■ Given data
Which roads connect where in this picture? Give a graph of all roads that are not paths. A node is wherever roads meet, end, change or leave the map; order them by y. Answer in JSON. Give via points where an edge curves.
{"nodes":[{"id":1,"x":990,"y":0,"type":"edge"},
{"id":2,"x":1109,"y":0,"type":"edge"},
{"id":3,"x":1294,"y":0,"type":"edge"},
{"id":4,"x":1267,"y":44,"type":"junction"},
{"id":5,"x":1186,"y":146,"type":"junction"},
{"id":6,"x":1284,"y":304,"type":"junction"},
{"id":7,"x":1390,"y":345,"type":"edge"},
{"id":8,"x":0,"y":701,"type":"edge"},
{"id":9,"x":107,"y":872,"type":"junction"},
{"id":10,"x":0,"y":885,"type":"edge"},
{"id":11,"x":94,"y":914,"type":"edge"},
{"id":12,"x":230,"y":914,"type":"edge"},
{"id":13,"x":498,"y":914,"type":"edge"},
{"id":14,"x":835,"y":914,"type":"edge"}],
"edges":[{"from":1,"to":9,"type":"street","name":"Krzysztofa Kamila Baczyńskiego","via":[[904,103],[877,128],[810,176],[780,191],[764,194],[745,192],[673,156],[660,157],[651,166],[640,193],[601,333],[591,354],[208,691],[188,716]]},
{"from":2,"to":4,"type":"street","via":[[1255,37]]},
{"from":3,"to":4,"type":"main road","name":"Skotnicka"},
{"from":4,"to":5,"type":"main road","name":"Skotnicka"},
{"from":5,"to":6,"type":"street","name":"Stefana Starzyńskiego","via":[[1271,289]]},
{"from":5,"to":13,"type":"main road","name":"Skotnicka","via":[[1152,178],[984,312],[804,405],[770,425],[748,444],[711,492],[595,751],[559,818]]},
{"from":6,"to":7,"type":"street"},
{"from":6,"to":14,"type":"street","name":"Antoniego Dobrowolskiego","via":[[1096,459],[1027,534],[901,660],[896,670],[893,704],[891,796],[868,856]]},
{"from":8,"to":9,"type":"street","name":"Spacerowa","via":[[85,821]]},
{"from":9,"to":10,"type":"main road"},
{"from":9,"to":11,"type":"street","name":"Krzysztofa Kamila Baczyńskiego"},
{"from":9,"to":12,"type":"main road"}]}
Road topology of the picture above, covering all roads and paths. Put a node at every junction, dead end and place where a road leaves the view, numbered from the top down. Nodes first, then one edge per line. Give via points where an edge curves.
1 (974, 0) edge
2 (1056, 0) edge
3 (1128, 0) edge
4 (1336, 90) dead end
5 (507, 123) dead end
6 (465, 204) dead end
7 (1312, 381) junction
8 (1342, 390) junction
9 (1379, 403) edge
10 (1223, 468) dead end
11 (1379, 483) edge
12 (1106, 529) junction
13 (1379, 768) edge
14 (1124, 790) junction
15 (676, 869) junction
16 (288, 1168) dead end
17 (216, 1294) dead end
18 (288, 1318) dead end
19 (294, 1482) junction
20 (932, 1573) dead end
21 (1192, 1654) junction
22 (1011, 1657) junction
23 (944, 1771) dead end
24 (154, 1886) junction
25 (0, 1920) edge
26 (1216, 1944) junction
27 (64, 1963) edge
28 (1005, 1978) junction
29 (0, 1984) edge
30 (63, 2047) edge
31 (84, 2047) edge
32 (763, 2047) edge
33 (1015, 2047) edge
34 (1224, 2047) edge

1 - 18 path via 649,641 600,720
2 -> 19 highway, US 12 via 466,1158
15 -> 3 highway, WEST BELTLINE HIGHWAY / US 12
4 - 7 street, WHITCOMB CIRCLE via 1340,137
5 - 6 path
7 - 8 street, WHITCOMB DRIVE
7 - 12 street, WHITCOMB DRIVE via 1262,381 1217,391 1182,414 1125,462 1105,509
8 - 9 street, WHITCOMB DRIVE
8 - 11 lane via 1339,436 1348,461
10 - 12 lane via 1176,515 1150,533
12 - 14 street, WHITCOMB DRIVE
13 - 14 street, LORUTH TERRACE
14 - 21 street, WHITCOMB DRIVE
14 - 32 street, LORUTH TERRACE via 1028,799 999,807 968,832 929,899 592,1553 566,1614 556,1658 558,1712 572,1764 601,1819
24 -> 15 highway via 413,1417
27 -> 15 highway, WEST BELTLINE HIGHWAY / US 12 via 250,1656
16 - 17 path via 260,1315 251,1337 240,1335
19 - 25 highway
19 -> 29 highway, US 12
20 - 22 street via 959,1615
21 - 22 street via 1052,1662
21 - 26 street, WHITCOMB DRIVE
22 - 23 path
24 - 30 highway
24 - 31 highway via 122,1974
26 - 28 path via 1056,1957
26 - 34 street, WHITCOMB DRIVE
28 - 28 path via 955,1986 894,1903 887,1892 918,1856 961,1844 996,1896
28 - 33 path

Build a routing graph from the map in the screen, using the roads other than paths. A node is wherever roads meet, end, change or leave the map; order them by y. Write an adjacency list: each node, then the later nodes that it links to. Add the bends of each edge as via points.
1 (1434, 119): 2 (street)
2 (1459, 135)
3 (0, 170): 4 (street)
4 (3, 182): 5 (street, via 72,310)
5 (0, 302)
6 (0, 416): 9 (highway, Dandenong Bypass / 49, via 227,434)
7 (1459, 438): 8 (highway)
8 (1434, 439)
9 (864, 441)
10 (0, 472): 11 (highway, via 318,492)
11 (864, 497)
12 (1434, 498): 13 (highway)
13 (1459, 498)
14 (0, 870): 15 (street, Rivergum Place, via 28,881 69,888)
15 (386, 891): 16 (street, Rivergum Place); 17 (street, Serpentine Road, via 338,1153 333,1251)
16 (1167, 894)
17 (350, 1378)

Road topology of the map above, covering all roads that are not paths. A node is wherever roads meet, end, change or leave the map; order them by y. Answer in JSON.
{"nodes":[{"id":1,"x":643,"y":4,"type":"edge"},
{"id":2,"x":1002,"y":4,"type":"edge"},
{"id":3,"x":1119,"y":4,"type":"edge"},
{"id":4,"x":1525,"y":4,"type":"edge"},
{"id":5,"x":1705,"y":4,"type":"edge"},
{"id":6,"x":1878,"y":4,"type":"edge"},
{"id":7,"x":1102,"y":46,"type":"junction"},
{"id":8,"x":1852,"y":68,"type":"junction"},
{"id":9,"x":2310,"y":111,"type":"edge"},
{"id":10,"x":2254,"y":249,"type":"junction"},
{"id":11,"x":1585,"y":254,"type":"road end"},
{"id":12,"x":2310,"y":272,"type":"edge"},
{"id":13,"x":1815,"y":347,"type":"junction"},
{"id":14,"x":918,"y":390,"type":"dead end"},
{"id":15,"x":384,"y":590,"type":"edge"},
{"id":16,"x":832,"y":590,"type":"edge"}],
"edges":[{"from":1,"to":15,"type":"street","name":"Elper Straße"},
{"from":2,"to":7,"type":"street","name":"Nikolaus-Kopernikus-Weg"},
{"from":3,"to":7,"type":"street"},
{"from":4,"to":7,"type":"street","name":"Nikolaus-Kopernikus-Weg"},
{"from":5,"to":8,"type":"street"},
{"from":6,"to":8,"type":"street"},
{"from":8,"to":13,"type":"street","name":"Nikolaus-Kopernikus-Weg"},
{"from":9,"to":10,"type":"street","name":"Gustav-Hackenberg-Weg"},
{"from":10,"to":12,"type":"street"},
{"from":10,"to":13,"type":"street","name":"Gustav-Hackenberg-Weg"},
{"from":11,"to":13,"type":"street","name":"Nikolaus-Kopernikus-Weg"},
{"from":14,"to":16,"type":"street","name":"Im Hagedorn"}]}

■ Activity
Return the listing above in full, character for character.

■ Finished task
Which roads connect where in this picture? Give a graph of all roads that are not paths. A node is wherever roads meet, end, change or leave the map; order them by y. Answer in JSON. Give via points where an edge curves.
{"nodes":[{"id":1,"x":990,"y":0,"type":"edge"},
{"id":2,"x":1109,"y":0,"type":"edge"},
{"id":3,"x":1294,"y":0,"type":"edge"},
{"id":4,"x":1267,"y":44,"type":"junction"},
{"id":5,"x":1186,"y":146,"type":"junction"},
{"id":6,"x":1284,"y":304,"type":"junction"},
{"id":7,"x":1390,"y":345,"type":"edge"},
{"id":8,"x":0,"y":701,"type":"edge"},
{"id":9,"x":107,"y":872,"type":"junction"},
{"id":10,"x":0,"y":885,"type":"edge"},
{"id":11,"x":94,"y":914,"type":"edge"},
{"id":12,"x":230,"y":914,"type":"edge"},
{"id":13,"x":498,"y":914,"type":"edge"},
{"id":14,"x":835,"y":914,"type":"edge"}],
"edges":[{"from":1,"to":9,"type":"street","name":"Krzysztofa Kamila Baczyńskiego","via":[[904,103],[877,128],[810,176],[780,191],[764,194],[745,192],[673,156],[660,157],[651,166],[640,193],[601,333],[591,354],[208,691],[188,716]]},
{"from":2,"to":4,"type":"street","via":[[1255,37]]},
{"from":3,"to":4,"type":"main road","name":"Skotnicka"},
{"from":4,"to":5,"type":"main road","name":"Skotnicka"},
{"from":5,"to":6,"type":"street","name":"Stefana Starzyńskiego","via":[[1271,289]]},
{"from":5,"to":13,"type":"main road","name":"Skotnicka","via":[[1152,178],[984,312],[804,405],[770,425],[748,444],[711,492],[595,751],[559,818]]},
{"from":6,"to":7,"type":"street"},
{"from":6,"to":14,"type":"street","name":"Antoniego Dobrowolskiego","via":[[1096,459],[1027,534],[901,660],[896,670],[893,704],[891,796],[868,856]]},
{"from":8,"to":9,"type":"street","name":"Spacerowa","via":[[85,821]]},
{"from":9,"to":10,"type":"main road"},
{"from":9,"to":11,"type":"street","name":"Krzysztofa Kamila Baczyńskiego"},
{"from":9,"to":12,"type":"main road"}]}
Road topology of the picture above, covering all roads and paths. Put a node at every junction, dead end and place where a road leaves the view, numbered from the top down. Nodes first, then one edge per line. Give via points where an edge curves.
1 (974, 0) edge
2 (1056, 0) edge
3 (1128, 0) edge
4 (1336, 90) dead end
5 (507, 123) dead end
6 (465, 204) dead end
7 (1312, 381) junction
8 (1342, 390) junction
9 (1379, 403) edge
10 (1223, 468) dead end
11 (1379, 483) edge
12 (1106, 529) junction
13 (1379, 768) edge
14 (1124, 790) junction
15 (676, 869) junction
16 (288, 1168) dead end
17 (216, 1294) dead end
18 (288, 1318) dead end
19 (294, 1482) junction
20 (932, 1573) dead end
21 (1192, 1654) junction
22 (1011, 1657) junction
23 (944, 1771) dead end
24 (154, 1886) junction
25 (0, 1920) edge
26 (1216, 1944) junction
27 (64, 1963) edge
28 (1005, 1978) junction
29 (0, 1984) edge
30 (63, 2047) edge
31 (84, 2047) edge
32 (763, 2047) edge
33 (1015, 2047) edge
34 (1224, 2047) edge

1 - 18 path via 649,641 600,720
2 -> 19 highway, US 12 via 466,1158
15 -> 3 highway, WEST BELTLINE HIGHWAY / US 12
4 - 7 street, WHITCOMB CIRCLE via 1340,137
5 - 6 path
7 - 8 street, WHITCOMB DRIVE
7 - 12 street, WHITCOMB DRIVE via 1262,381 1217,391 1182,414 1125,462 1105,509
8 - 9 street, WHITCOMB DRIVE
8 - 11 lane via 1339,436 1348,461
10 - 12 lane via 1176,515 1150,533
12 - 14 street, WHITCOMB DRIVE
13 - 14 street, LORUTH TERRACE
14 - 21 street, WHITCOMB DRIVE
14 - 32 street, LORUTH TERRACE via 1028,799 999,807 968,832 929,899 592,1553 566,1614 556,1658 558,1712 572,1764 601,1819
24 -> 15 highway via 413,1417
27 -> 15 highway, WEST BELTLINE HIGHWAY / US 12 via 250,1656
16 - 17 path via 260,1315 251,1337 240,1335
19 - 25 highway
19 -> 29 highway, US 12
20 - 22 street via 959,1615
21 - 22 street via 1052,1662
21 - 26 street, WHITCOMB DRIVE
22 - 23 path
24 - 30 highway
24 - 31 highway via 122,1974
26 - 28 path via 1056,1957
26 - 34 street, WHITCOMB DRIVE
28 - 28 path via 955,1986 894,1903 887,1892 918,1856 961,1844 996,1896
28 - 33 path

Build a routing graph from the map in the screen, using the roads other than paths. A node is wherever roads meet, end, change or leave the map; order them by y. Write an adjacency list: each node, then the later nodes that it links to. Add the bends of each edge as via points.
1 (1434, 119): 2 (street)
2 (1459, 135)
3 (0, 170): 4 (street)
4 (3, 182): 5 (street, via 72,310)
5 (0, 302)
6 (0, 416): 9 (highway, Dandenong Bypass / 49, via 227,434)
7 (1459, 438): 8 (highway)
8 (1434, 439)
9 (864, 441)
10 (0, 472): 11 (highway, via 318,492)
11 (864, 497)
12 (1434, 498): 13 (highway)
13 (1459, 498)
14 (0, 870): 15 (street, Rivergum Place, via 28,881 69,888)
15 (386, 891): 16 (street, Rivergum Place); 17 (street, Serpentine Road, via 338,1153 333,1251)
16 (1167, 894)
17 (350, 1378)

Road topology of the map above, covering all roads that are not paths. A node is wherever roads meet, end, change or leave the map; order them by y. Answer in JSON.
{"nodes":[{"id":1,"x":643,"y":4,"type":"edge"},
{"id":2,"x":1002,"y":4,"type":"edge"},
{"id":3,"x":1119,"y":4,"type":"edge"},
{"id":4,"x":1525,"y":4,"type":"edge"},
{"id":5,"x":1705,"y":4,"type":"edge"},
{"id":6,"x":1878,"y":4,"type":"edge"},
{"id":7,"x":1102,"y":46,"type":"junction"},
{"id":8,"x":1852,"y":68,"type":"junction"},
{"id":9,"x":2310,"y":111,"type":"edge"},
{"id":10,"x":2254,"y":249,"type":"junction"},
{"id":11,"x":1585,"y":254,"type":"road end"},
{"id":12,"x":2310,"y":272,"type":"edge"},
{"id":13,"x":1815,"y":347,"type":"junction"},
{"id":14,"x":918,"y":390,"type":"dead end"},
{"id":15,"x":384,"y":590,"type":"edge"},
{"id":16,"x":832,"y":590,"type":"edge"}],
"edges":[{"from":1,"to":15,"type":"street","name":"Elper Straße"},
{"from":2,"to":7,"type":"street","name":"Nikolaus-Kopernikus-Weg"},
{"from":3,"to":7,"type":"street"},
{"from":4,"to":7,"type":"street","name":"Nikolaus-Kopernikus-Weg"},
{"from":5,"to":8,"type":"street"},
{"from":6,"to":8,"type":"street"},
{"from":8,"to":13,"type":"street","name":"Nikolaus-Kopernikus-Weg"},
{"from":9,"to":10,"type":"street","name":"Gustav-Hackenberg-Weg"},
{"from":10,"to":12,"type":"street"},
{"from":10,"to":13,"type":"street","name":"Gustav-Hackenberg-Weg"},
{"from":11,"to":13,"type":"street","name":"Nikolaus-Kopernikus-Weg"},
{"from":14,"to":16,"type":"street","name":"Im Hagedorn"}]}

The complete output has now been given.